Child Maintenance for Self-Employed Parents

How the CMS calculates maintenance when you're self-employed, a company director, or have variable income.

Quick Answer

For self-employed parents, the CMS uses your taxable income from your latest Self Assessment tax return (as reported to HMRC). This includes:

  • Sole trader profits (after allowable expenses)
  • Partnership income share
  • Director's salary AND dividends

Know your taxable income? Calculate your maintenance now.

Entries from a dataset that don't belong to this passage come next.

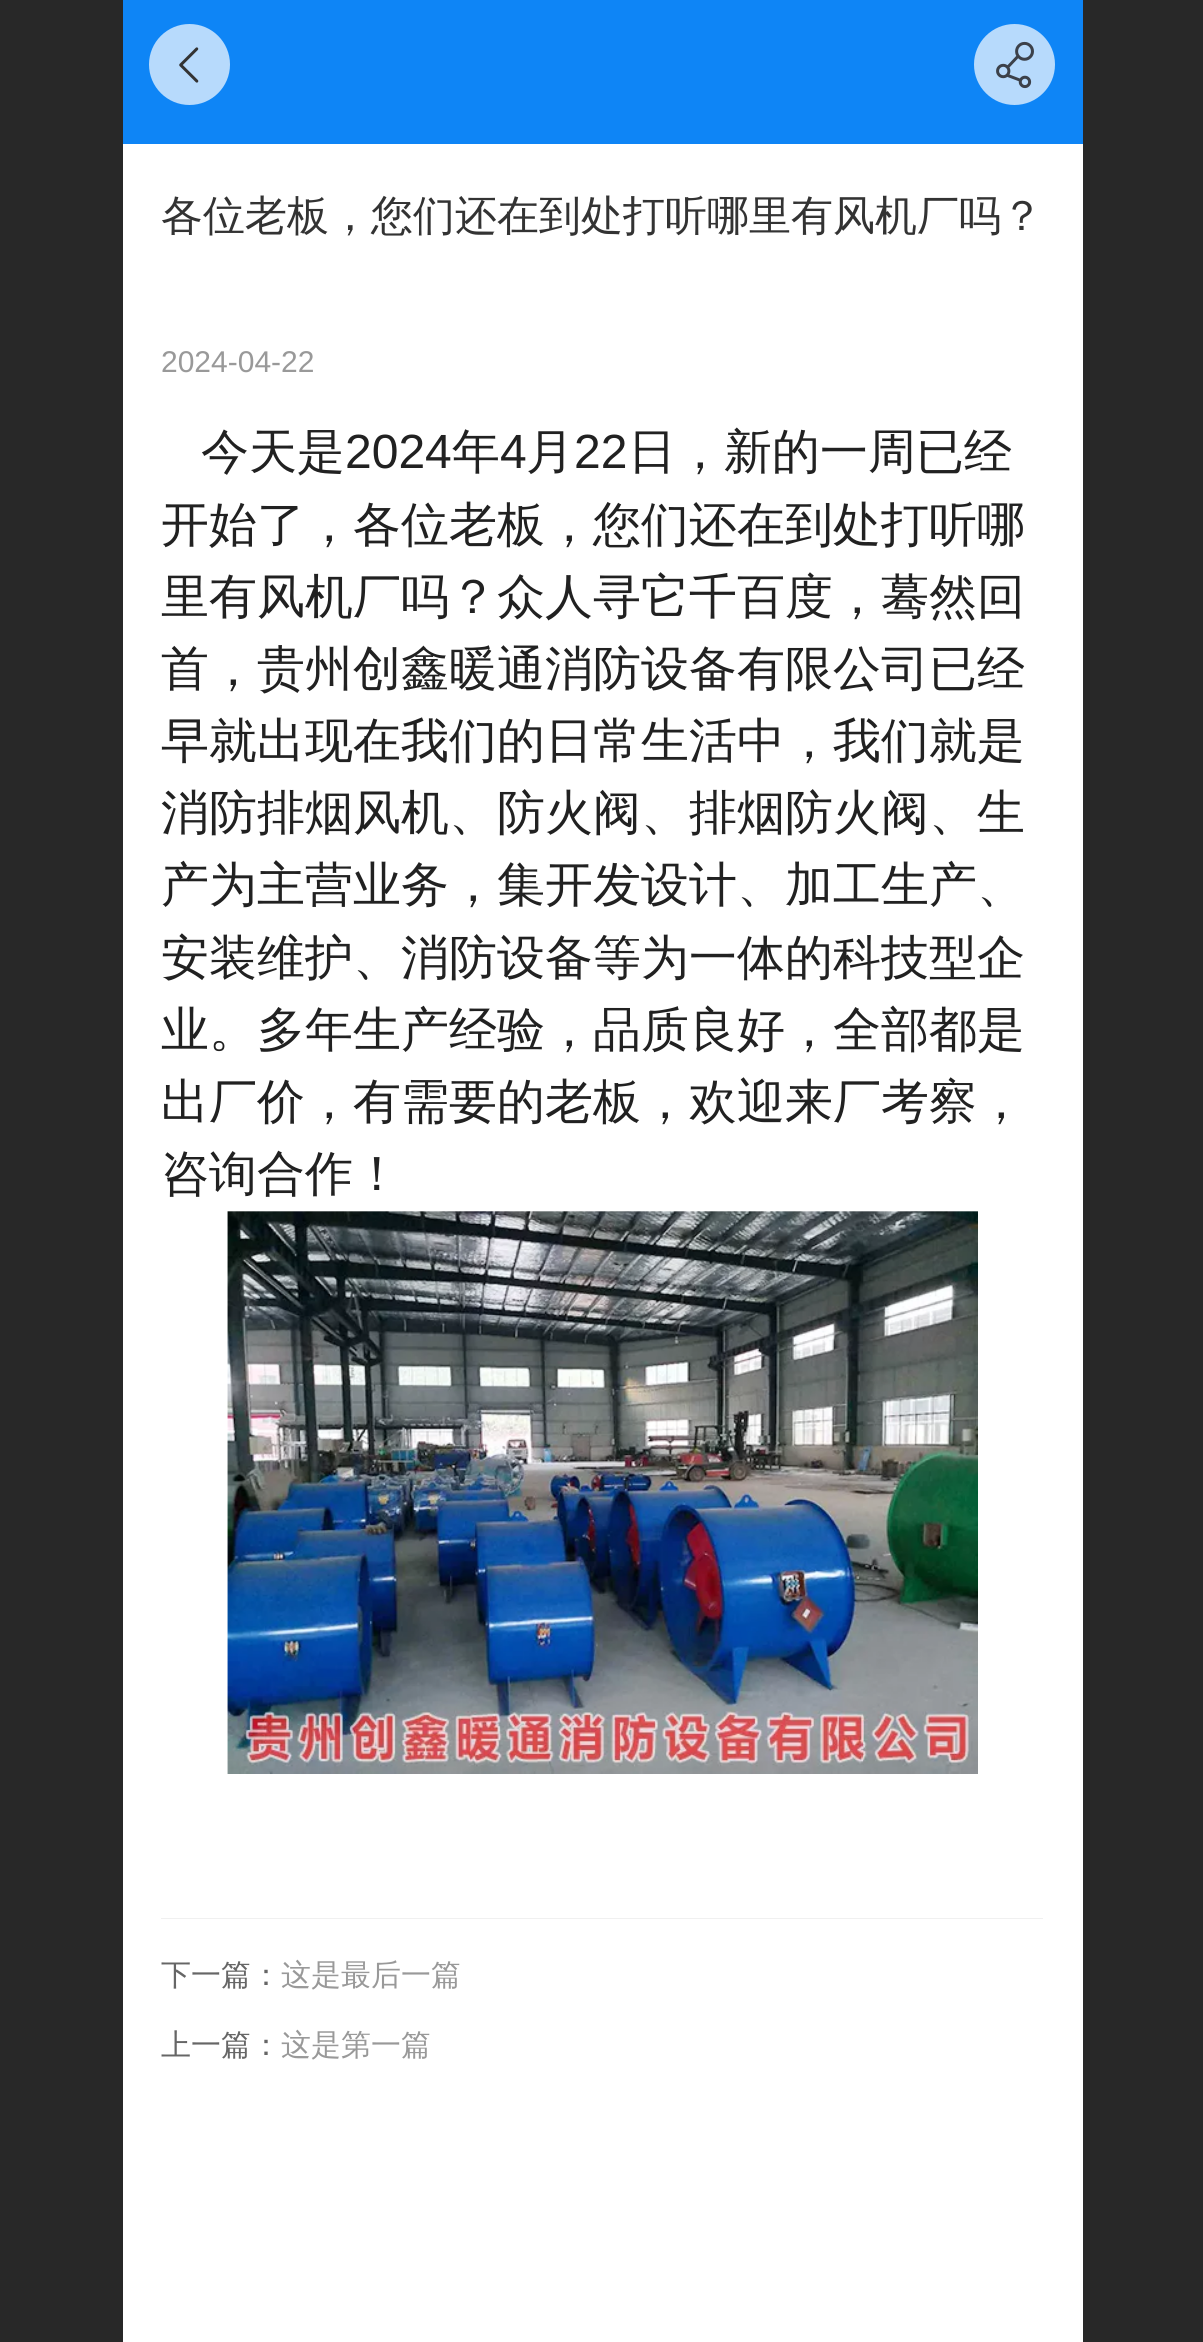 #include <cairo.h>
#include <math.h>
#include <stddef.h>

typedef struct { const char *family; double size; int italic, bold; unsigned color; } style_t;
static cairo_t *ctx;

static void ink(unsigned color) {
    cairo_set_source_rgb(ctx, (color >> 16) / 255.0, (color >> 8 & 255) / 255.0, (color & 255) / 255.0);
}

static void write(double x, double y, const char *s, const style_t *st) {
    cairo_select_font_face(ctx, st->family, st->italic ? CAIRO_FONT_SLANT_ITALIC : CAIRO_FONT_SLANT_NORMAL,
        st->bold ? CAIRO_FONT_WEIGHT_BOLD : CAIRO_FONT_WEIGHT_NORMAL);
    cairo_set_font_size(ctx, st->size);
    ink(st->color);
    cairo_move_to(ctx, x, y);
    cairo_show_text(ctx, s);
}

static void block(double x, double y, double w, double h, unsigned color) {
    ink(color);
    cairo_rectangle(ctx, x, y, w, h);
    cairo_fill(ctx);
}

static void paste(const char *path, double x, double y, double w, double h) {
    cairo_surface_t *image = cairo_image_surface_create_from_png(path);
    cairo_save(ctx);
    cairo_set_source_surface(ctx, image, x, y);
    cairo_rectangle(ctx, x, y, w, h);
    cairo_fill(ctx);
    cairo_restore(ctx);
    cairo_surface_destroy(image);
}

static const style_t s1 = {"WenQuanYi Zen Hei Medium", 42, 0, 0, 0x333333};
static const style_t s2 = {"Liberation Sans", 30, 0, 0, 0x999999};
static const style_t s3 = {"WenQuanYi Zen Hei Medium", 48, 0, 0, 0x212121};
static const style_t s4 = {"Liberation Sans", 48, 0, 0, 0x212121};
static const style_t s5 = {"WenQuanYi Zen Hei Medium", 30, 0, 0, 0x666666};
static const style_t s6 = {"WenQuanYi Zen Hei Medium", 30, 0, 0, 0x999999};

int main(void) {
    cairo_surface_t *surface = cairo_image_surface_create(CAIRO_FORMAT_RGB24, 1203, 2342);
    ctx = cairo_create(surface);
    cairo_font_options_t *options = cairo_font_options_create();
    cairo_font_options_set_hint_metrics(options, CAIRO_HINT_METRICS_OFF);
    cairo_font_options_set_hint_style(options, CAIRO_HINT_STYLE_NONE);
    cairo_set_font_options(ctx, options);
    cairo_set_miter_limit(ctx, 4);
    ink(0xffffff);
    cairo_paint(ctx);
    block(0, 0, 123, 2342, 0x282828);
    block(123, 0, 960, 144, 0x0e85f6);
    ink(0xb7dafc);
    cairo_arc(ctx, 189.5, 64.5, 40.5, 0, 2 * M_PI);
    cairo_fill(ctx);
    paste("pic1.png", 179, 47, 20, 36);
    cairo_arc(ctx, 1014.5, 64.5, 40.5, 0, 2 * M_PI);
    cairo_fill(ctx);
    paste("pic2.png", 996, 41, 38, 48);
    write(161, 230, "各位老板，您们还在到处打听哪里有风机厂吗？", &s1);
    write(161, 372, "2024-04-22", &s2);
    write(201, 468, "今天是", &s3);
    write(345, 468, "2024", &s4);
    write(452, 468, "年", &s3);
    write(500, 468, "4", &s4);
    write(526, 468, "月", &s3);
    write(574, 468, "22", &s4);
    write(628, 468, "日，新的一周已经", &s3);
    write(161, 541, "开始了，各位老板，您们还在到处打听哪", &s3);
    write(161, 613, "里有风机厂吗？众人寻它千百度，蓦然回", &s3);
    write(161, 685, "首，贵州创鑫暖通消防设备有限公司已经", &s3);
    write(161, 757, "早就出现在我们的日常生活中，我们就是", &s3);
    write(161, 829, "消防排烟风机、防火阀、排烟防火阀、生", &s3);
    write(161, 901, "产为主营业务，集开发设计、加工生产、", &s3);
    write(161, 974, "安装维护、消防设备等为一体的科技型企", &s3);
    write(161, 1046, "业。多年生产经验，品质良好，全部都是", &s3);
    write(161, 1118, "出厂价，有需要的老板，欢迎来厂考察，", &s3);
    write(161, 1190, "咨询合作！", &s3);
    paste("pic3.png", 227, 1211, 751, 563);
    block(161, 1918, 882, 1, 0xf0f0f0);
    write(161, 1985, "下一篇：", &s5);
    write(281, 1985, "这是最后一篇", &s6);
    write(161, 2055, "上一篇：", &s5);
    write(281, 2055, "这是第一篇", &s6);
    block(1083, 0, 120, 2342, 0x282828);
    cairo_surface_write_to_png(surface, "screenshot.png");
    cairo_font_options_destroy(options);
    cairo_destroy(ctx);
    cairo_surface_destroy(surface);
    return 0;
}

How Self-Employed Income is Assessed

The Child Maintenance Service (CMS) doesn't look at your business turnover or bank balance. Instead, they use data directly from HMRC based on your tax returns.

What Counts as Income

Sole Trader Profits

Your taxable profit after allowable business expenses

Partnership Income

Your share of partnership profits

Director's Salary

PAYE salary from your limited company

Dividends

Dividend income from your company shares

What Doesn't Count

Business Turnover

Your total sales/revenue is irrelevant - only taxable profit matters

Retained Profits

Money left in the business (not paid as salary/dividends) - though this can be challenged

Capital Assets

Business equipment, property, or vehicles

Important: Income Can Be Challenged

The receiving parent can ask the CMS to look at "additional income" if they believe you're keeping money in the business to reduce maintenance, or if your lifestyle doesn't match your declared income. This is called a "variation" and can include retained profits or diversion of income.

Limited Company Directors

If you run a limited company, the CMS counts both your salary AND dividends as income. A common strategy of paying yourself a small salary plus dividends doesn't reduce your child maintenance assessment.

Example: Company Director

Director pays themselves £12,570 salary + £40,000 dividends

  • Total income for CMS: £52,570
  • Weekly income: £1,011
  • For 2 children: approx £161/week (£700/month)

Variable Income

Self-employed income often varies year to year. The CMS uses your most recent tax return, which can cause issues if:

  • You had an unusually good or bad year
  • Your income has changed significantly since your last return
  • You've just started or closed a business

Income Change of 25%+

If your current income is 25% higher or lower than your last tax return, you can ask the CMS to reassess using your current income. You'll need to provide evidence like recent accounts or tax calculations.

Calculate Your Maintenance

Enter your taxable income (from your tax return) to see your estimated child maintenance.

Self-Employed FAQs

Can I reduce maintenance by keeping money in the business?

Technically, retained profits aren't counted. However, the other parent can apply for a "variation" if they believe you're artificially reducing your income. The CMS can then investigate.

What if I made a loss this year?

If your taxable income is zero or negative, you'd likely fall into the Nil Rate or Flat Rate band. However, the CMS may look at your lifestyle and assets if a loss seems inconsistent with your standard of living.

Do pension contributions reduce my income?

Yes, pension contributions are deducted before calculating maintenance. This applies whether you're employed or self-employed.

How often is my income reassessed?

The CMS automatically updates your assessment each year when new HMRC data becomes available (usually after you file your tax return). You can also request a review if your income changes by 25% or more.